*** Opening of MATERIAL SUPPLIED ***

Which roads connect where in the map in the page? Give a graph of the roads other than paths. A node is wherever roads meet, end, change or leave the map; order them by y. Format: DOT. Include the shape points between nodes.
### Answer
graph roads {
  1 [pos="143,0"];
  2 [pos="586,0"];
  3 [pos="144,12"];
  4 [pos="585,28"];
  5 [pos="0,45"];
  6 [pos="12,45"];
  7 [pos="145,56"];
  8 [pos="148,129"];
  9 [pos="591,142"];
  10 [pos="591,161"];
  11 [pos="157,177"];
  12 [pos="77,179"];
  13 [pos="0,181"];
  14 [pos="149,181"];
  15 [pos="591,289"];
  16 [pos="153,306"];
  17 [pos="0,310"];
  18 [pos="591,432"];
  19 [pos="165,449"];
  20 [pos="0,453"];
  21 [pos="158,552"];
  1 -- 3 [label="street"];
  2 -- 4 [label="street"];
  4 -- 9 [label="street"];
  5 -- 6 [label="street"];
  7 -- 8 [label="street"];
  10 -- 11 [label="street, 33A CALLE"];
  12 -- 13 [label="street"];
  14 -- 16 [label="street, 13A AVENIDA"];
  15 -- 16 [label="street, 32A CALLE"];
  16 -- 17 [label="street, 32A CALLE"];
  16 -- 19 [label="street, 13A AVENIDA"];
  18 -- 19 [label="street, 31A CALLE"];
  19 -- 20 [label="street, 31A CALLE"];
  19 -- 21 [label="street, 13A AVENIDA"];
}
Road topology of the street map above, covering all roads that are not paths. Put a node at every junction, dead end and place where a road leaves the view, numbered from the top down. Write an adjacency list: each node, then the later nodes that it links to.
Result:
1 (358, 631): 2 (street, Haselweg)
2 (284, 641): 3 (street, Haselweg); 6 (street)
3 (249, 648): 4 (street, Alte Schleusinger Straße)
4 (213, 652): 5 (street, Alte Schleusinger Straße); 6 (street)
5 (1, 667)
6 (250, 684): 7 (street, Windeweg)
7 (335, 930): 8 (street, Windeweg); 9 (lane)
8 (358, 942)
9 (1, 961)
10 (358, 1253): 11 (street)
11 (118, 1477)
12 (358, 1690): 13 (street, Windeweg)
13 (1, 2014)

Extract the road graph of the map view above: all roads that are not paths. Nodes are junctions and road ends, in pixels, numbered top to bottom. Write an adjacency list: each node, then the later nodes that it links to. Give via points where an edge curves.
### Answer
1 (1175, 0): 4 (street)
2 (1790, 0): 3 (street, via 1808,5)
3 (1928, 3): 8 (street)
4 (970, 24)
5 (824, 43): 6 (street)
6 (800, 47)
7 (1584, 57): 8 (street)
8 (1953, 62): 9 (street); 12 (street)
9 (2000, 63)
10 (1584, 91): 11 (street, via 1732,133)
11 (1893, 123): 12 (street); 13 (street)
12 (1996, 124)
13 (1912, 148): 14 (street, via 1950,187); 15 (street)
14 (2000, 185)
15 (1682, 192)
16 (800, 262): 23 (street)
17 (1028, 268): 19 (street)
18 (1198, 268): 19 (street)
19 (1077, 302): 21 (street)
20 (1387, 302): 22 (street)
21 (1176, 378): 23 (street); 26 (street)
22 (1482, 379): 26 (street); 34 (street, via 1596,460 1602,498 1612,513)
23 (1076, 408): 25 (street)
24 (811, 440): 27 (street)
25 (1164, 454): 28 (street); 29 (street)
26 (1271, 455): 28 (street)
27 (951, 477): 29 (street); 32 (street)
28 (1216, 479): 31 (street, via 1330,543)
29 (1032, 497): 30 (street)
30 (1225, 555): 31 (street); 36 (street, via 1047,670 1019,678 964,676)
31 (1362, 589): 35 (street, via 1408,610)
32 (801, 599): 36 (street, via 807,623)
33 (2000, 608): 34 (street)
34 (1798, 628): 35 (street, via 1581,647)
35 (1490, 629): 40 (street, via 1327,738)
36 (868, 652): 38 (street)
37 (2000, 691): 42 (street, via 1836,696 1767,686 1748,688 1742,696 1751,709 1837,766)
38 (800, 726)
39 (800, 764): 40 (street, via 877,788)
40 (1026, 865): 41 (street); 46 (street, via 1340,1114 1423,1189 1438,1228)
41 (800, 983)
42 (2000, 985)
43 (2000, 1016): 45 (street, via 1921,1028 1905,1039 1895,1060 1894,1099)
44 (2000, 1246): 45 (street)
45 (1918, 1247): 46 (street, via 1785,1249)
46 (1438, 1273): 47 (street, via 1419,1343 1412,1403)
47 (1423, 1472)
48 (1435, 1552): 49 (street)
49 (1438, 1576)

*** Close of MATERIAL SUPPLIED ***

- [EXERCISE OBJECTIVE]: Take every line from the data above that holds "each" and copy it out.

- [YOUR SOLUTION]:
Road topology of the street map above, covering all roads that are not paths. Put a node at every junction, dead end and place where a road leaves the view, numbered from the top down. Write an adjacency list: each node, then the later nodes that it links to.
Extract the road graph of the map view above: all roads that are not paths. Nodes are junctions and road ends, in pixels, numbered top to bottom. Write an adjacency list: each node, then the later nodes that it links to. Give via points where an edge curves.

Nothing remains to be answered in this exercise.